So why does infertility testing often involve only the female?

“Because females are usually the first to see their PCP or gynecologist when they can’t get pregnant,” says male infertility specialist Sarah Vij, MD. “In their 20s, women start building relationships with their physicians and having regular exams. Men often don’t.”

That’s cause for concern, says Dr. Vij. Not only can many male infertility conditions be diagnosed and treated, they can be a window to a man’s overall health.

Here Dr. Vij provides key points to guide primary care practitioners in their care of men facing fertility problems.

Q: When should a man be evaluated for infertility?

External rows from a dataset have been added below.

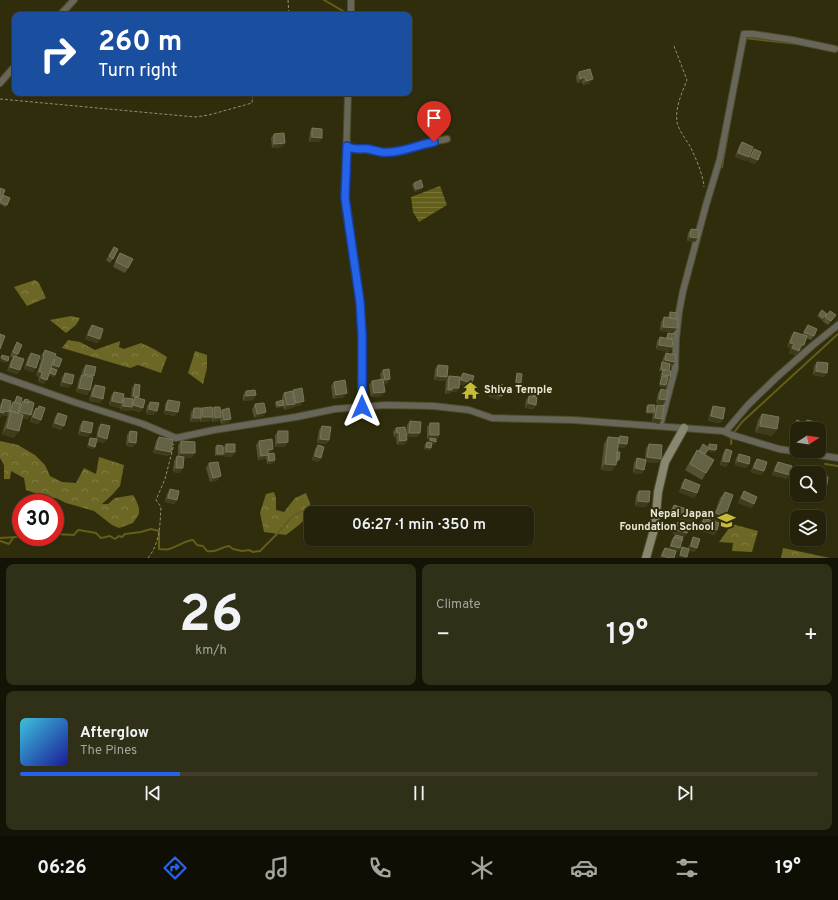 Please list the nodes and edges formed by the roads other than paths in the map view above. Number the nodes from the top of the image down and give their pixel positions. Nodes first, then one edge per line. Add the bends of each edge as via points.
1 (74, 0) edge
2 (351, 0) edge
3 (63, 12) edge
4 (351, 12) edge
5 (835, 49) dead end
6 (12, 69) edge
7 (0, 83) edge
8 (348, 96) edge
9 (447, 139) dead end
10 (347, 146) junction
11 (838, 325) edge
12 (0, 376) edge
13 (362, 407) junction
14 (660, 426) junction
15 (684, 428) junction
16 (725, 432) junction
17 (838, 458) edge
18 (646, 558) edge

1 - 3 street
2 - 4 street
5 - 14 street via 744,34 720,159 683,291 676,339 675,370
6 - 7 street
8 - 10 street
9 - 10 street via 391,152 352,149
10 - 13 street via 345,198 360,302
11 - 16 street via 777,377
12 - 13 street via 143,424 176,438
13 - 14 street via 433,406 469,410 492,418
14 - 15 street
15 - 16 street
15 - 18 street via 665,462 658,492 655,526
16 - 17 street via 779,449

Dr. Vij: Couples — both the man and the woman — should be evaluated for infertility if they have not had a successful pregnancy after 12 months of timed intercourse. They should be evaluated sooner if there are infertility risk factors (see list below), if the female is over age 35, or if the couple desires.

For some couples, evaluating the male first makes sense. Male evaluation is relatively simple. Sometimes we see couples go through costly reproductive techniques, like in vitro fertilization, only to discover that the male had an easily treated condition.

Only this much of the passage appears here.